*PROMPT*
Copy every line of the data that includes the string "paths".

*THE RECORDS*

────────────────────────────────────────

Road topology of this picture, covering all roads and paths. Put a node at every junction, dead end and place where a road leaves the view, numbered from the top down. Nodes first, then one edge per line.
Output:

────────────────────────────────────────

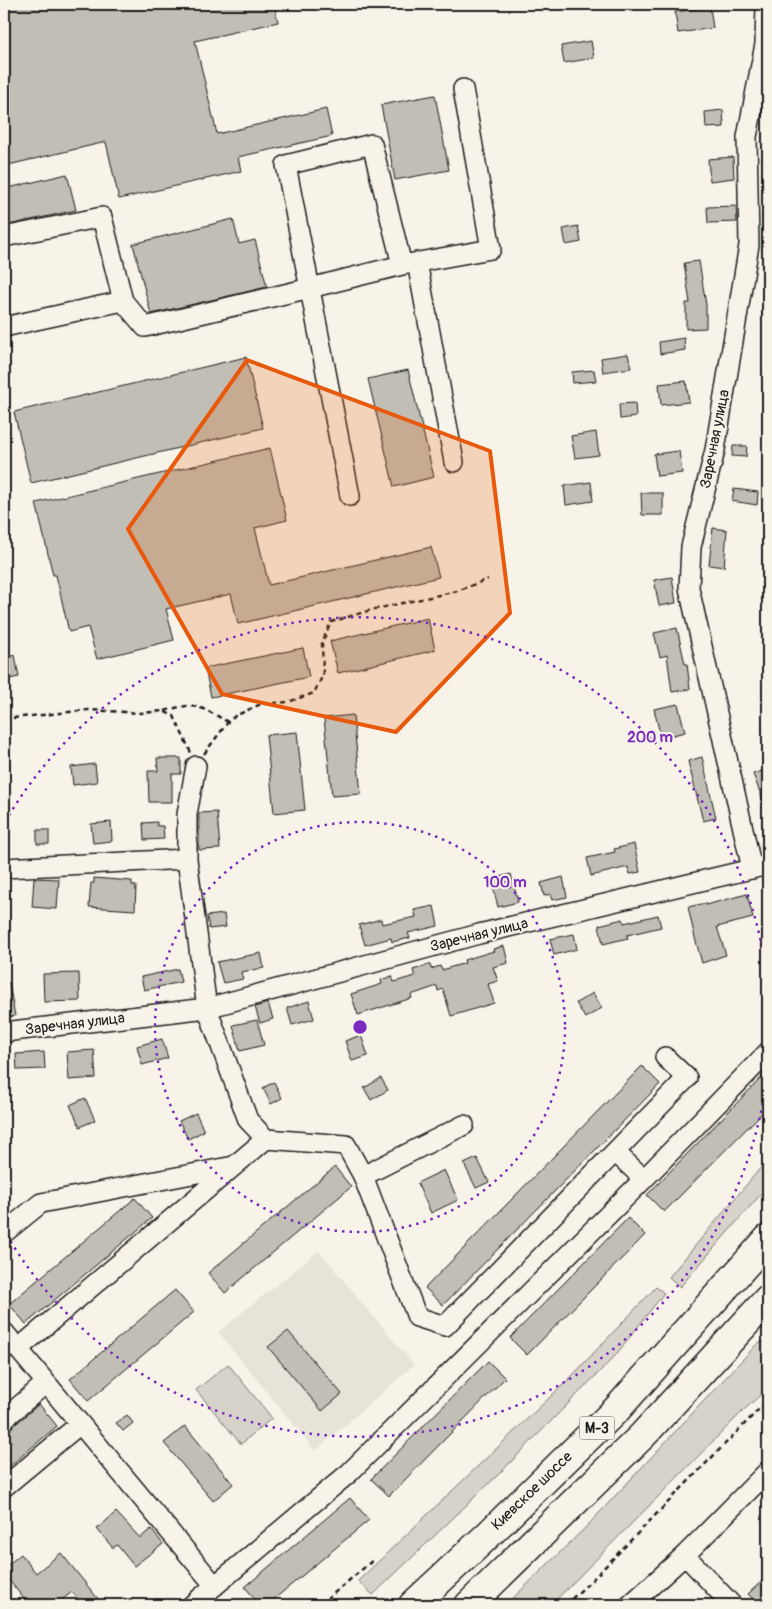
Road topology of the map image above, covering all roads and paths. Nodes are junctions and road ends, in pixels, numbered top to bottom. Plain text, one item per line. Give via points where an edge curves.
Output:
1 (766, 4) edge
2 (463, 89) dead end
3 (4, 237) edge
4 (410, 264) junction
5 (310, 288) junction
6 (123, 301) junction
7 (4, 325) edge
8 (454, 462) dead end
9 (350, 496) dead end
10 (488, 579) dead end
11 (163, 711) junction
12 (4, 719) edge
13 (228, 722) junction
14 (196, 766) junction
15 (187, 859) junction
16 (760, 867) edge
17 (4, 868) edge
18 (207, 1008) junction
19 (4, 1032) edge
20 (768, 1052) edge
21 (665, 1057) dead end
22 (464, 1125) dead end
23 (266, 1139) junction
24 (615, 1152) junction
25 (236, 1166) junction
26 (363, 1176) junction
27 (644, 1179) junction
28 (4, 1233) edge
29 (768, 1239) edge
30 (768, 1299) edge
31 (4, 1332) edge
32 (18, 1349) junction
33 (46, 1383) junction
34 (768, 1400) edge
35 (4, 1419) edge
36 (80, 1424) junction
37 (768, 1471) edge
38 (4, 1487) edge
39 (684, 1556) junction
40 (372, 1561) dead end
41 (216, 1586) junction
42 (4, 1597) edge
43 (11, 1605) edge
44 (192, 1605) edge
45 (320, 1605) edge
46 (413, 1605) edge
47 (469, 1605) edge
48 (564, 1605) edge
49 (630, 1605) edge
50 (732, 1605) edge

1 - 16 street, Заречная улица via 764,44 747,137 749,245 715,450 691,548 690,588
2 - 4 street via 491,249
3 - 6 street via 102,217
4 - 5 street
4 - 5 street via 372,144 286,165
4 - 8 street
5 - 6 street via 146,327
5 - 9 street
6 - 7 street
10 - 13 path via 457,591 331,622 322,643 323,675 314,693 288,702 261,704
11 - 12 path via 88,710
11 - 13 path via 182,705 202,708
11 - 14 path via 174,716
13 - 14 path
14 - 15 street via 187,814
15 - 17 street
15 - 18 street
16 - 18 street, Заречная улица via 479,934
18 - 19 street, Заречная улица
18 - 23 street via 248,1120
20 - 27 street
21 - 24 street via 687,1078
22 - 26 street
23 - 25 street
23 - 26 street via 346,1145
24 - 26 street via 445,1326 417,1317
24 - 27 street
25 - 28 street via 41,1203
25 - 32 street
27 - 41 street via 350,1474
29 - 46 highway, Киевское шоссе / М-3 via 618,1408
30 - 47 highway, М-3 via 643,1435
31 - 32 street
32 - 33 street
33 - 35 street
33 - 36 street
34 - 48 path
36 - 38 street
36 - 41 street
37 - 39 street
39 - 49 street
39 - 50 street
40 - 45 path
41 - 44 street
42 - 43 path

────────────────────────────────────────

*YOUR RESPONSE*
Road topology of this picture, covering all roads and paths. Put a node at every junction, dead end and place where a road leaves the view, numbered from the top down. Nodes first, then one edge per line.
Road topology of the map image above, covering all roads and paths. Nodes are junctions and road ends, in pixels, numbered top to bottom. Plain text, one item per line. Give via points where an edge curves.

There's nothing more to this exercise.